A 2019 study published by Appel Médical, a subsidiary of temporary employment agency Randstad, showcases how the French government’s MO of only reacting when put under the pressure is nothing new.
Their research found that recruiters in France’s public health sector had been forced to increase salaries for nurses and other caregivers due to an alarming lack of staff, as many were choosing to work instead in the better paying private sector.
According to a survey conducted by French nursing website infirmiers.com, French nurses earned on average €1,820 net per month in 2017.
Earlier reports from 2012 put the average wages for nurses at €2,225 net a month, which suggests there has been gradual salary drop for this group over the past few years.
Factors such as experience, specialisation and fluctuations in France's Gross Salary Index for public workers make it hard to ascertain just how pronounced this drop in wages has been.
But the general consensus appears to be that nurses in the public sector in particular earn less than their counterparts in the private sector, on average half of what state pharmacists and doctors get.

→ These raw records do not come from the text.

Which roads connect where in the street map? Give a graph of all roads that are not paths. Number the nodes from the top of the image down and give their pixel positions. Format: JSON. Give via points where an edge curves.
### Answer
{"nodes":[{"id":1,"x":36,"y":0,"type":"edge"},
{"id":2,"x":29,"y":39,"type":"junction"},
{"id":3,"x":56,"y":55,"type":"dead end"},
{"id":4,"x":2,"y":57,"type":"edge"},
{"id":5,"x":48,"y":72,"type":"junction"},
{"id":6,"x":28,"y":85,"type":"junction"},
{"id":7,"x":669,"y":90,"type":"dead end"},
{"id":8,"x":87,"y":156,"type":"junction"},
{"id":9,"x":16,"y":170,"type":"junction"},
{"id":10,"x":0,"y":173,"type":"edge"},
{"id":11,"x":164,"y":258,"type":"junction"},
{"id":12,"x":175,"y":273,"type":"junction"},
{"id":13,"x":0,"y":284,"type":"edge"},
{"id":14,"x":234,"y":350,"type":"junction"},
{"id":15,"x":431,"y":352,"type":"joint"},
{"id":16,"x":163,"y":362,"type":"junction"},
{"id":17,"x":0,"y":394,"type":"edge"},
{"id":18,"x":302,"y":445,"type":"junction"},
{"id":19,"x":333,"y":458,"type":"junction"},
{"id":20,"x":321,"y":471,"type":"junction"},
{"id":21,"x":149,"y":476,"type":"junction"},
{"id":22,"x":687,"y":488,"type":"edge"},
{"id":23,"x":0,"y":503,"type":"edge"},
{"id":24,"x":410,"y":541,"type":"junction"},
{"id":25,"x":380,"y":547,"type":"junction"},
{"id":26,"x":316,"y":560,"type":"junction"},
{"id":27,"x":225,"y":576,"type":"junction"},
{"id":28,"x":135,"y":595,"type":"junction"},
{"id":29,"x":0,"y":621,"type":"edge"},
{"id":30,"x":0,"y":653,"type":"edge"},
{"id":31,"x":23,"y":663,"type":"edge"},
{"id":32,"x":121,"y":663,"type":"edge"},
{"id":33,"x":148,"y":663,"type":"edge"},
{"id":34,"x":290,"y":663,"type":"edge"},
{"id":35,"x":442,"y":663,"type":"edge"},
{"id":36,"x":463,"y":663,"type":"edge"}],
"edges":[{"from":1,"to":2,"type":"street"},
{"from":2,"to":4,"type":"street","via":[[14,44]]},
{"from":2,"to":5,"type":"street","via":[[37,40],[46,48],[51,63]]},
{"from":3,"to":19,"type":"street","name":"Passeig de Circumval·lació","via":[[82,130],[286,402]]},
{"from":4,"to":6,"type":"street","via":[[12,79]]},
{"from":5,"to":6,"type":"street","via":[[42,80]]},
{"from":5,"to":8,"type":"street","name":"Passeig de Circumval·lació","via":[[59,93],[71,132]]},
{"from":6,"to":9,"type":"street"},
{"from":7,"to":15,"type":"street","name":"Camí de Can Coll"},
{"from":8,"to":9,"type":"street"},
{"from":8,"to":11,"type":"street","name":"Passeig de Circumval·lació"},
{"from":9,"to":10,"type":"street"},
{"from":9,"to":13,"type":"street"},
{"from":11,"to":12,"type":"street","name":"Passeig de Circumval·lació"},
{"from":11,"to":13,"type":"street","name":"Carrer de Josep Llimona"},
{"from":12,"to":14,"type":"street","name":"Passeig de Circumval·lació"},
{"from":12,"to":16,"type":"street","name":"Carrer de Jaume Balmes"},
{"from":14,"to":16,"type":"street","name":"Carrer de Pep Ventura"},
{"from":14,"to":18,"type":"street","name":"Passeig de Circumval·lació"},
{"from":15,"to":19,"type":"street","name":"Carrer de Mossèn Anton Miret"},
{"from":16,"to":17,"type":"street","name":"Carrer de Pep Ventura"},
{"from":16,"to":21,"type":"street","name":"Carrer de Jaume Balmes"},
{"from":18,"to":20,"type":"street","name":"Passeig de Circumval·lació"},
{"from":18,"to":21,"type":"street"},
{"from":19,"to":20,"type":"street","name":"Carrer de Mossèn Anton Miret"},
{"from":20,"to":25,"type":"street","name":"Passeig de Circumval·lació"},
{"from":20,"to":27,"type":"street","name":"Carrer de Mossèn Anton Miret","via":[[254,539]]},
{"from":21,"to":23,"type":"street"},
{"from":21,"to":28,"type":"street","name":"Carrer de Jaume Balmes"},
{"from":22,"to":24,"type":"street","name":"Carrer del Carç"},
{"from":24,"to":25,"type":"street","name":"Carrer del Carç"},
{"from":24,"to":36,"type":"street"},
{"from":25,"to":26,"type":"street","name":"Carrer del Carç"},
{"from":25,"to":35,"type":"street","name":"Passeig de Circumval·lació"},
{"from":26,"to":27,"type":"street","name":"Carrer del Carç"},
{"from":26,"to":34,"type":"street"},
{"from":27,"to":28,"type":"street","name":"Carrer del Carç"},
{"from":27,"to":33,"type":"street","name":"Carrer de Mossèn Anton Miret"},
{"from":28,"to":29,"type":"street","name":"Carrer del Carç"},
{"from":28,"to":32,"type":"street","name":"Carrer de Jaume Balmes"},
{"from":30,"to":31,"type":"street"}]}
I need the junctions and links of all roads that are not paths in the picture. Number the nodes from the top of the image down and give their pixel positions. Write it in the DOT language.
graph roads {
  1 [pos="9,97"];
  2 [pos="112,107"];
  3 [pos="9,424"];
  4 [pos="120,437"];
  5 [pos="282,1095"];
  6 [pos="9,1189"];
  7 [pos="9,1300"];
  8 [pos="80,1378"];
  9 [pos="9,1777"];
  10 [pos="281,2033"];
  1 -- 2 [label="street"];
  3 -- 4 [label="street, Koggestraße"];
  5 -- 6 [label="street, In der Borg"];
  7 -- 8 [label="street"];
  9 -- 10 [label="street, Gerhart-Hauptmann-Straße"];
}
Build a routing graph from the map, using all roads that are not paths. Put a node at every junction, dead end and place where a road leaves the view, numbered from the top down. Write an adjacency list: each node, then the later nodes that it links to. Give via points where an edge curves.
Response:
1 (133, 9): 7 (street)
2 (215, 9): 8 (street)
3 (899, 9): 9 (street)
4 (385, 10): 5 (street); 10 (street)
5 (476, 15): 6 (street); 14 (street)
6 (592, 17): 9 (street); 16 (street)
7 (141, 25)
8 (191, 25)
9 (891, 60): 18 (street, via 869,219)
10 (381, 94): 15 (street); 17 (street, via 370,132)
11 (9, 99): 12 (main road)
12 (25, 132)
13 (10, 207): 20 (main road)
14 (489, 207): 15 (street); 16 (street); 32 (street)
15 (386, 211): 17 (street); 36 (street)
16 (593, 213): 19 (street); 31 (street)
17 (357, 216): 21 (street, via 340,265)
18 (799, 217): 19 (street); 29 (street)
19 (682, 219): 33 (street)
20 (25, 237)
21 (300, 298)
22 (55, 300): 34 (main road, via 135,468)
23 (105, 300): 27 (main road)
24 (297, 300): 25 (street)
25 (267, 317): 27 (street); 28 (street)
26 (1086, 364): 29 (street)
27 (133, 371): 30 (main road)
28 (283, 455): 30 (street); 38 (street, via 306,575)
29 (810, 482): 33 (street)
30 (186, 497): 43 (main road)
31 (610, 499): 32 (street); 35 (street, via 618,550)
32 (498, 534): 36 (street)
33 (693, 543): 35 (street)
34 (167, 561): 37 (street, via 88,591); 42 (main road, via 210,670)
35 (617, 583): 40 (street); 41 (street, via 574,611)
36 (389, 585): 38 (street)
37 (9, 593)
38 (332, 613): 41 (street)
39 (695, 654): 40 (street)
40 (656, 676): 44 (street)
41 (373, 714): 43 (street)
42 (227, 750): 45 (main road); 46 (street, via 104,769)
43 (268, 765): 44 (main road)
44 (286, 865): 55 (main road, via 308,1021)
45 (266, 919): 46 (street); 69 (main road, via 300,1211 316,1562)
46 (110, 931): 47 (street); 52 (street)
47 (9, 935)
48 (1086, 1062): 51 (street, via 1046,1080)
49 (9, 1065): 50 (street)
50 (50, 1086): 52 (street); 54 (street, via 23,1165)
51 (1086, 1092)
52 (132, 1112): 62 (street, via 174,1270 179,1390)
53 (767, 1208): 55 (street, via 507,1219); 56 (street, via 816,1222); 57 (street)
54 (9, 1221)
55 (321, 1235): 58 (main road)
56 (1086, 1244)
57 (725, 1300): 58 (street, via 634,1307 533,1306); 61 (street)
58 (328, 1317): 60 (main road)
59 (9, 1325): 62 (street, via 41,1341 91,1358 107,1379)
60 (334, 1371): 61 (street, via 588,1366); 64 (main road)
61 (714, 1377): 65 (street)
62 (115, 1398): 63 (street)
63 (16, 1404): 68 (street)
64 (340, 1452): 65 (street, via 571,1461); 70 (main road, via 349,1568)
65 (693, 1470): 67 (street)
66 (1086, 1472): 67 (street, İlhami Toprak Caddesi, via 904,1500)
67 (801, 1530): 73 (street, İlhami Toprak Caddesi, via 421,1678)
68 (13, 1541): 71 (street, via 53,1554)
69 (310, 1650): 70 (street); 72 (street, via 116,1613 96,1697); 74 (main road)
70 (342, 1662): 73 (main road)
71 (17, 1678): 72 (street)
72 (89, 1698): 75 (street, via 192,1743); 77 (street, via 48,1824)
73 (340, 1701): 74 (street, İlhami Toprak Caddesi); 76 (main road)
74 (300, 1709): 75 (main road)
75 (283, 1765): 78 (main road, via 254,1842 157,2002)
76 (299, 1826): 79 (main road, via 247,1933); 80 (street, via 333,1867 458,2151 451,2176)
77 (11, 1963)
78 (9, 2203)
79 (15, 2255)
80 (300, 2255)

France’s government has already promised nurses and other hospital staff a bonus ranging from €500 to €1,500 for their efforts during the epidemic together with the promise of a salary revaluation.
“The president has been very clear: we will increase salaries, we’re working on an ambitious investment plan to instigate a profound transformation of everything that isn’t working in our hospitals,” Minister of Health Olivier Véran assured on Sunday.
For French nurses, it will prove a bitter pill to swallow if the government doesn’t stick to its word once the panic of the pandemic fades away.